Alors que l’Europe envisage des mesures pour répondre à la crise économique la plus grave sur le continent depuis 1929, l’idée d’émettre des obligations est évoquée de plus en plus souvent et suscite le débat. Il s’agirait ainsi de financer des projets clé et de créer en fin de compte de nouveaux emplois.

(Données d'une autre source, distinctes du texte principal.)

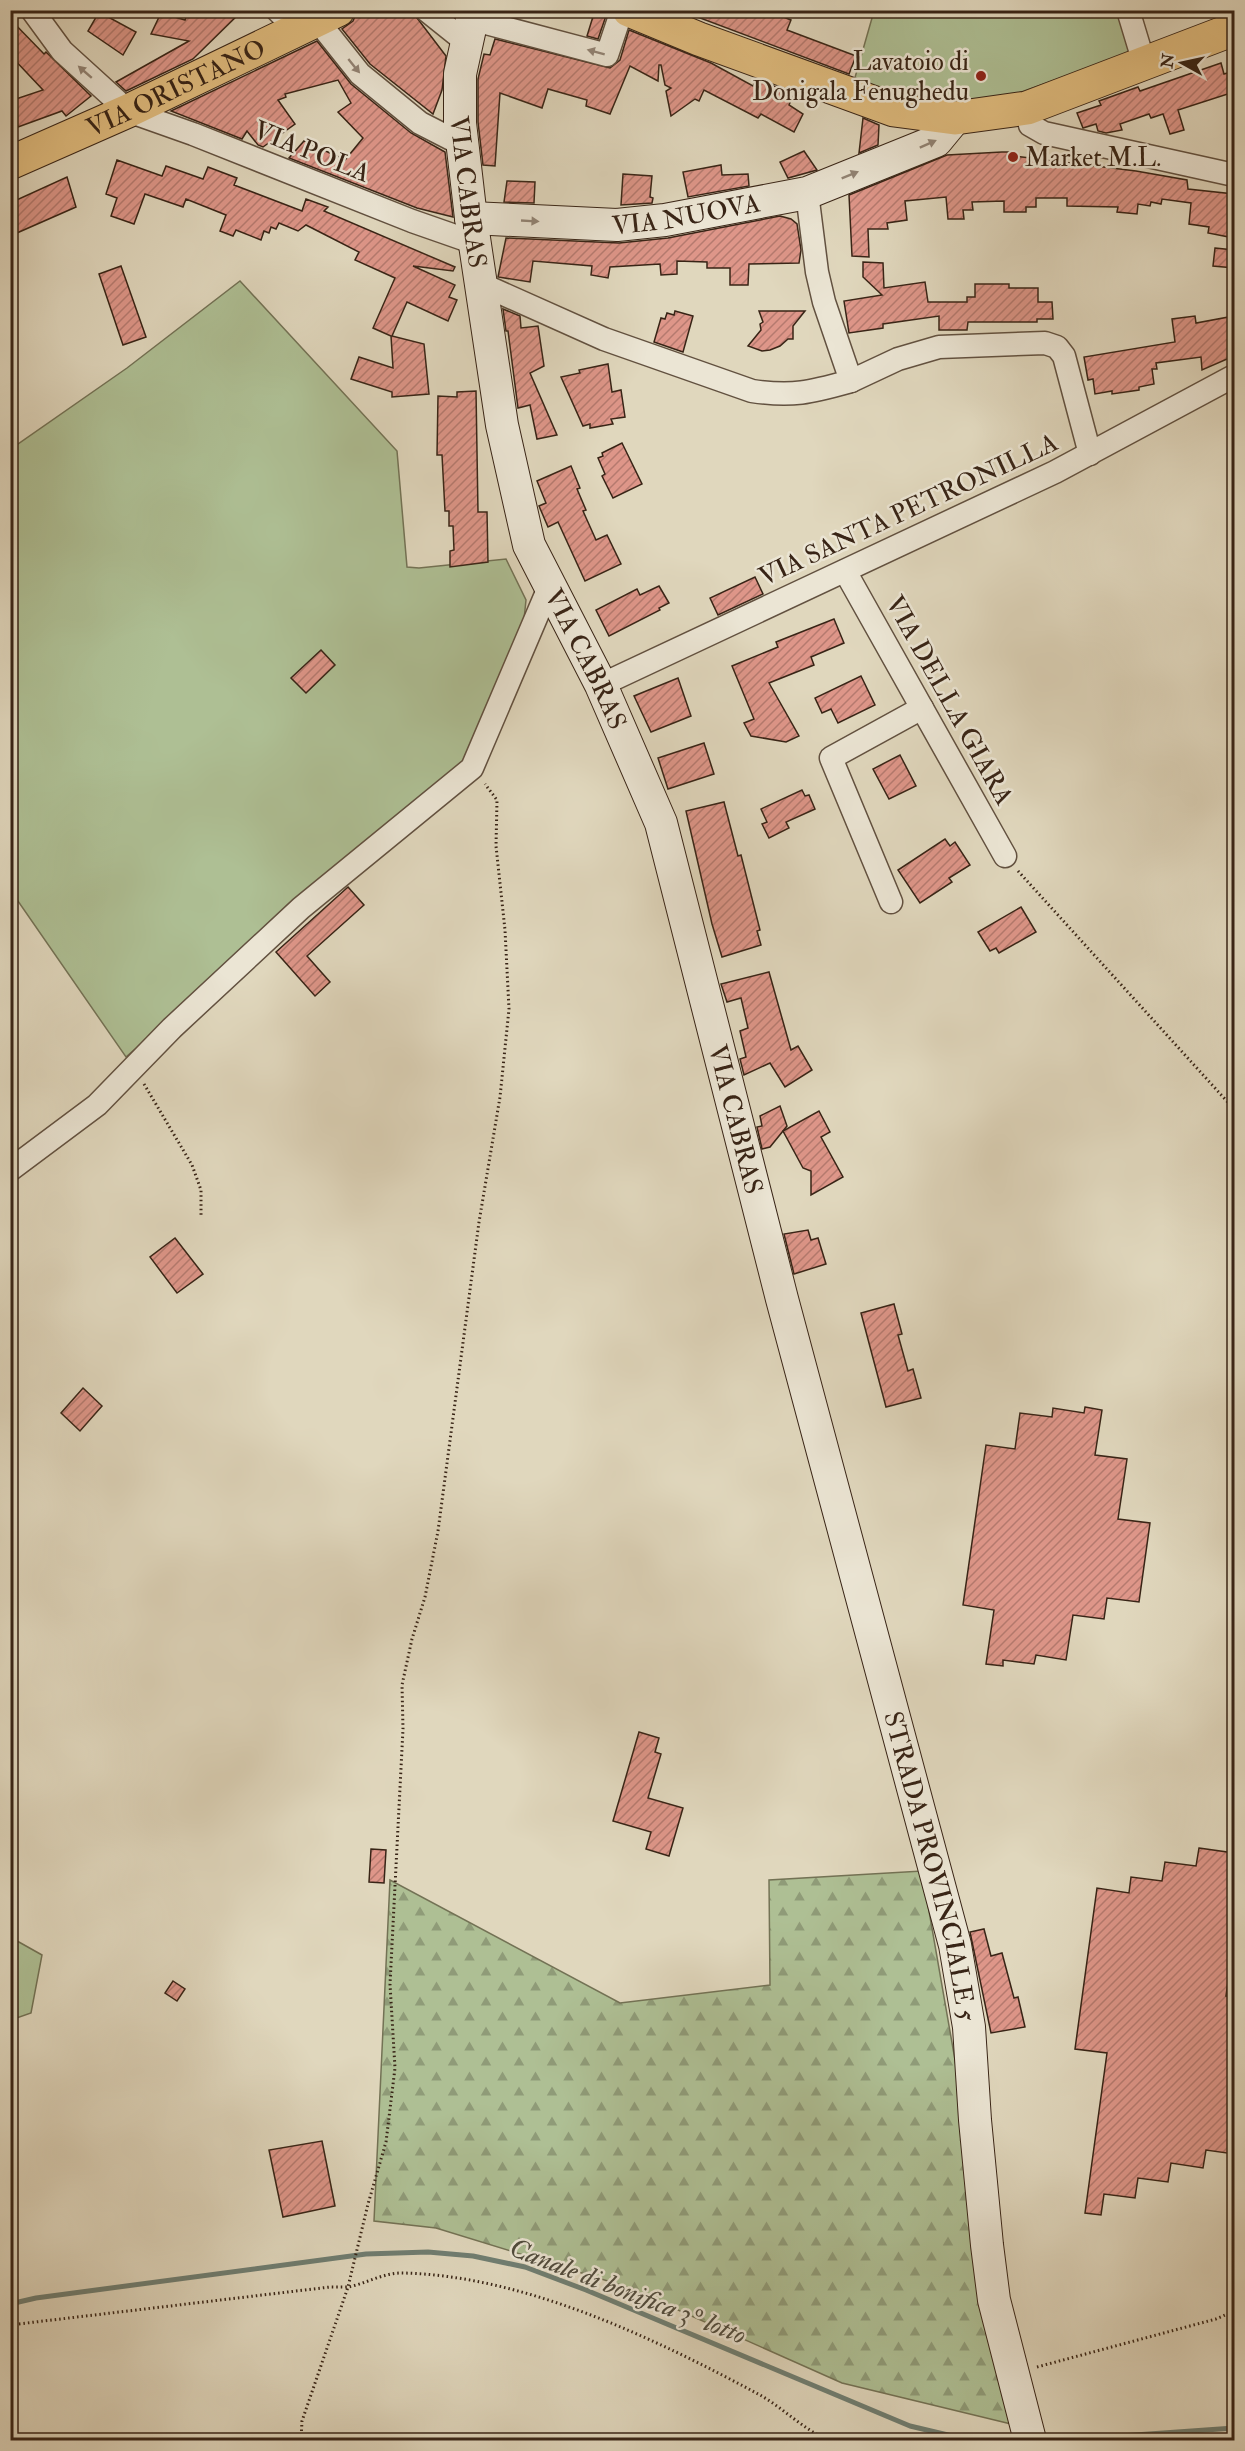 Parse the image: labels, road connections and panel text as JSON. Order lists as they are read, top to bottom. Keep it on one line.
{"streets":{"main road":["VIA ORISTANO"],"street":["VIA POLA","VIA CABRAS","VIA NUOVA","VIA SANTA PETRONILLA","VIA DELLA GIARA","STRADA PROVINCIALE 5"]},"crossings":[["VIA ORISTANO","VIA POLA"],["VIA POLA","VIA CABRAS"],["VIA POLA","VIA NUOVA"],["VIA CABRAS","VIA NUOVA"],["VIA CABRAS","VIA SANTA PETRONILLA"],["VIA CABRAS","STRADA PROVINCIALE 5"],["VIA SANTA PETRONILLA","VIA DELLA GIARA"]],"one_way":["VIA NUOVA"],"water":["Canale di bonifica 3º lotto"],"places":["Lavatoio di Donigala Fenughedu","Market M.L."],"north":"left"}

L’idée d’emprunter de l’argent en émettant des obligations européennes a été pour la première fois proposée par l’ancien président de la Commission Jacques Delors dans le cadre de son plan pour la croissance, la compétitivité et l’emploi de 1993. A l’origine, M. Delors voulait que les obligations de l’UE financent le budget européen. Mais la majorité des Etats membres s’étaient opposés à cette idée, craignant qu’elle n’augmente en fin de compte leurs dépenses dans le budget communautaire.
Le principe consistant à emprunter de l’argent soutenu par le budget européen pour financer des projets ou fournir de l’aide a déjà appliqué plusieurs fois par le passé, mais les montants en jeu étaient limités. Par exemple, un nouvel instrument communautaire a été utilisé autour de 1980 pour aider les régions grecques et italiennes touchées par des tremblements de terre
Actuellement, l’UE fournit un soutien financier à la Hongrie, sévèrement touchée par la crise, en émettant des obligations européennes. Cette mesure n’a encore jamais été utilisée depuis la création de l’Unions européenne. Le plafond pour cet instrument a été élevé de 12 à 15 milliards d’euros (EurActiv 30/10/08).
Jean-Claude Juncker, président de l’Eurogroupe, qui regroupe les ministres des Finances des 15 membres de la zone euro, a soutenu explicitement les titres de l’UE. Dans un entretien conjoint avec le ministre allemand des Affaires étrangères Frank-Walter Steinmeier, publié par le quotidien allemand Bild, il a déclaré qu’il estimait que la Commission européenne devrait émettre des obligations européennes et investir résolument les revenus qui en découlent, notamment dans la route, le rail et l’énergie. A son avis, l’Europe doit désormais s’unir pour répondre à la crise économique avec autant de fermeté qu’elle le fait pour la crise financière.
Les obligations européennes permettraient de lever facilement des fonds dans le contexte du resserrement du crédit. Elles offrent l’avantage de s’appuyer sur la liberté de décision des investisseurs et des épargnants plutôt que sur l’imposition des contribuables. Les obligations changeraient dès lors considérablement les modalités de financement des projets de l’UE.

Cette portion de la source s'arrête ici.